There are so many fascinating places in India that host the festival and each have unique quirky things that make that celebration different and special. However, one place stands out to me more than all the others:

Delhi. 

Delhi hosts the Holi Cow Festival which is a more modern twist on the annual event. There is a music festival along with the colored powder throwing. 
It takes place in the backpackers hotspot, 'Paharganj.' 
Tickets for this particular festival range from 1500-2000 Rupees (R272.79 - R363.71) or alternatively for a more luxurious experience (welcome drinks, private lounges etc,) you can expect to pay up to 3000 Rupees (R545.57).

I really didn't expect to be drawn to such a major state. On the contrary I thought I'd be the sort of girl to venture off into the heart of Mathura and Vrindavan, temple towns with a more traditional way of celebration. 

Another place that celebrates the Holi Festival of Colors is Jaipur. 
Their festivities sound incredible with elaborately painted elephants and games. I am skeptical about visiting Jaipur for the festival though as some years the elephants do not make an appearance - and I'm not sure how I'd feel about seeing the elephants being used in such events. 
I guess I'd have to research it further to be able to make a more knowledgeable comment.  


To me Delhi sounds so wonderfully enticing. Of course there's some unavoidable things there such as the 'Delhi-Belly,' but this is why it is so important to do your research before packing your bag and boarding that airplane.  In India, it is advisable to stick to eating freshly cooked foods and avoiding raw veggies and fruits that could have been washed with dirty water. Even though it's blistering hot, don't put ice cubes in your beverages either. These little tips could really save your trip to Delhi - the last thing you need is to be suffering with a bad stomach for the duration of your stay there! Not fun.

A few lovely things you could do while in Delhi is visit the upscale Khan Market, which is in the center of New Delhi. This is very close to a beautiful green park called Lodhi Garden which you can picnic in after a stroll through the market. There is some wonderful history to  be seen in the park such as the tombs of the Lodhi Emperors. There's also a restaurant there where you can have tea and lunch - this is a lovely break away from the hustle and bustle. 

In Delhi there is also an abundant amount of cultural centers where you can attend art exhibitions, live-music and so much more. The list is endless on the delights that await you in Delhi.
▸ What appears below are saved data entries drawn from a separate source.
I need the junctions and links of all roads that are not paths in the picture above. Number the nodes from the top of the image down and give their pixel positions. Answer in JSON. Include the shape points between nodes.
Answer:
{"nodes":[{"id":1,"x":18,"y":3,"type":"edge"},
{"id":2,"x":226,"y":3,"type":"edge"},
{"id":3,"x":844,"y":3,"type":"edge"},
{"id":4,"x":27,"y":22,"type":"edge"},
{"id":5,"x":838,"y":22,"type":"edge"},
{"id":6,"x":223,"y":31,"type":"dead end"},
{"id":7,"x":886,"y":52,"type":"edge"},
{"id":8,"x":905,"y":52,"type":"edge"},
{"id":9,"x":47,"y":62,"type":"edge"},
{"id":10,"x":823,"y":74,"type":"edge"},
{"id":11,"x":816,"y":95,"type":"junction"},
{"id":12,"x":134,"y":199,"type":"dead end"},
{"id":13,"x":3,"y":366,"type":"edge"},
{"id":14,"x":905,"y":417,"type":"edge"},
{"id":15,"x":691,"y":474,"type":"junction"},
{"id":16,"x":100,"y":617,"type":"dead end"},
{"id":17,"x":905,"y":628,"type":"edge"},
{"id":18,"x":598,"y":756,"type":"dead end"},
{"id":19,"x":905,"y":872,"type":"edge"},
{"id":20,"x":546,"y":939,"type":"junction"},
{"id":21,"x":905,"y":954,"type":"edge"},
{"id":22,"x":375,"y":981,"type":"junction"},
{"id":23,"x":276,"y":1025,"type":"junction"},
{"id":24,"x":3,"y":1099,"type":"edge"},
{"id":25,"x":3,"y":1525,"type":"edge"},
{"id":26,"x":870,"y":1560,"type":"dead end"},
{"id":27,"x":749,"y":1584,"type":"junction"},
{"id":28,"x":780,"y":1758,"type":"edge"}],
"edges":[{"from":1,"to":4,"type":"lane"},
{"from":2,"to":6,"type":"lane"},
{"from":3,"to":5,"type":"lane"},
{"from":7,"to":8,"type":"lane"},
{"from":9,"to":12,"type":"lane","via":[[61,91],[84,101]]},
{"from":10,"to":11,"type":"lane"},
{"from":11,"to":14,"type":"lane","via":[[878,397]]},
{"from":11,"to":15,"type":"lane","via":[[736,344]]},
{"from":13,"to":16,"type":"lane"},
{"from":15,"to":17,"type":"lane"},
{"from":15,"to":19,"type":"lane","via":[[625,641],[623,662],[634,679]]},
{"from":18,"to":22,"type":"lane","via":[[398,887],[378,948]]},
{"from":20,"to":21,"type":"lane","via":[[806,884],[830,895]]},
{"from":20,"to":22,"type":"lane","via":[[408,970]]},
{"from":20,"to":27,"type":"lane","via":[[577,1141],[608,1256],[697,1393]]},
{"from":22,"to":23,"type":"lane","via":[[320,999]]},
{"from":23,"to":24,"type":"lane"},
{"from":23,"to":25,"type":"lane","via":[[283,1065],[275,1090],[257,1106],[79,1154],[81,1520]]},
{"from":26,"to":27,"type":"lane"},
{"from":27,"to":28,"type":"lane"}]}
All you have to do is look past the intimidating and admittedly daunting demeanor.

I guess if you're lucky you could travel around and experience as many places as you can - but as much as that would be fabulous, I am only interested in a day or two at the festival. The rest of my trip to India (the first of many, I hope,) will be spent meditating and stretching in awkward and painful positions (hey! I'm new at this...) in an ashram. Perhaps devote myself to silence for a while - I don't know. I just have this force driving me to India to grow and learn, to discover and gain inner peace.
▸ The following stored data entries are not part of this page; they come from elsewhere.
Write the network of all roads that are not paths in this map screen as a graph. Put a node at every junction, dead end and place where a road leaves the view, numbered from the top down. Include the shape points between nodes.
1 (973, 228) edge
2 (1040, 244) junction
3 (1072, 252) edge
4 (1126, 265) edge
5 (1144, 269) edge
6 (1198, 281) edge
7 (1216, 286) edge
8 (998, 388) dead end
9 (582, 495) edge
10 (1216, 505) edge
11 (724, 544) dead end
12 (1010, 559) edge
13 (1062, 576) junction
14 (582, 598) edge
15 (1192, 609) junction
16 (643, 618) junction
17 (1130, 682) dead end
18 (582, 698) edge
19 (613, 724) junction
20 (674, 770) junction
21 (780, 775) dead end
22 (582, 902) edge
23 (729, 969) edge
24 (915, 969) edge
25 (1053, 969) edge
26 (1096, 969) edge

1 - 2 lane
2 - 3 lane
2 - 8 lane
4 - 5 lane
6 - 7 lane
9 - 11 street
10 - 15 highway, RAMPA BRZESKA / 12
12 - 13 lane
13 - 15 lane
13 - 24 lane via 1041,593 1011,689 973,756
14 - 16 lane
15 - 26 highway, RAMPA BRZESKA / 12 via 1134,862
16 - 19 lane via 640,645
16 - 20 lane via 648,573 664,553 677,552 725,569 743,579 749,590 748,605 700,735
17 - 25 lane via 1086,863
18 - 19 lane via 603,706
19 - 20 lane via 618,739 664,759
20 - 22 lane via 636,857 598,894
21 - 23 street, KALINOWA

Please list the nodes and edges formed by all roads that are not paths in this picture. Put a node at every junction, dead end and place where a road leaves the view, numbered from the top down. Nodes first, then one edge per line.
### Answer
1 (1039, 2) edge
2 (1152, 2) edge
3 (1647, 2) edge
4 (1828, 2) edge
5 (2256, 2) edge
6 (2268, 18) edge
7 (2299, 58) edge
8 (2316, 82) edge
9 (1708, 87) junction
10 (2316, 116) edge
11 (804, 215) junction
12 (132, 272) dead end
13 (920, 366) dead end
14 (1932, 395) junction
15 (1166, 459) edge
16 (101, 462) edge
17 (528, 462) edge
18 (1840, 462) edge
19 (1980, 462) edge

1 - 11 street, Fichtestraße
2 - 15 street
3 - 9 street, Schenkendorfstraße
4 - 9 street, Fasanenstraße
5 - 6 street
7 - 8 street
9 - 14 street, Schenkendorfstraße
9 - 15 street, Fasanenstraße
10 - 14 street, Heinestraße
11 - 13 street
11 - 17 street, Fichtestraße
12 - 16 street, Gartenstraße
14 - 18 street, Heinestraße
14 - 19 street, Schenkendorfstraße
You'll never be able to see all of India in one trip... not even a long, extended one. So my advice to you would be to make a list of the things that are the top priorities for you while you're there. 
For instance, a huge tourist attraction is The Taj Mahal



This is in Agra, Uttar PradeshIt costs about 750 Rupees (R134.00) to see and this is one of the most expensive attractions you'll find. From Delhi it's about a 2 hour train ride. There's a morning train called the 12002 Bhopal Shatabdi that costs 370 Rupees (R66.00) which included air conditioning (score!) This train departs at 06h15 and arrives in Agra at 08h15. The only day that this train doesn't run is on a Friday.
There are other popular trains too, I've just mentioned the fastest morning train for you to consider. 
After your visit to Agra, you'll need to catch a train back if you aren't planning on staying. The 12001 NDLS Shatabdi is the quickest train from Agra to Delhi and leaves at 20h30, arriving at 22h30.
Again, there are other modes of transportation available to you - but the trains are wonderfully air-conditioned, seated and convenient. 

Once you’ve decided where you want to go you can start worrying about accommodation. 
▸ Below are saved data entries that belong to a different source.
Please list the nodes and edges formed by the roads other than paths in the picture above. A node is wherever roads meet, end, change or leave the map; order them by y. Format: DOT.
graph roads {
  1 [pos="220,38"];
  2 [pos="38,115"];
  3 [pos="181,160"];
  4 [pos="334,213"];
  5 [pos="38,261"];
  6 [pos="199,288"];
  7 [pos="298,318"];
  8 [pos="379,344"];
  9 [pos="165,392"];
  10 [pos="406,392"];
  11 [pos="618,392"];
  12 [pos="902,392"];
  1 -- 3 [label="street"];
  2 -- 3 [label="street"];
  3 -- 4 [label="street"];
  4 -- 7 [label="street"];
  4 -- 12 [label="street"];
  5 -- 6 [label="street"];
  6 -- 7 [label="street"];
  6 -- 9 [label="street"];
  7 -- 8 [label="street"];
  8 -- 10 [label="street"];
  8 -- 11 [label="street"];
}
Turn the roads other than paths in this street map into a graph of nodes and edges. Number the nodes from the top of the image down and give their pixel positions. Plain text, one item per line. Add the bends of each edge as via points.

There is a wonderful guesthouse called Thikana in South Delhi, should ashrams not be completely your style then this is a marvelous place to book into. With the incredible decor and friendly hosts, you can't go wrong. 

If you’re like me though and want to experience an ashram for yoga, meditation and spirituality, then it’s important to know what type of yoga and meditation you either do or are interested in doing.   

Different ashrams will cater for different styles of yoga / meditation practice.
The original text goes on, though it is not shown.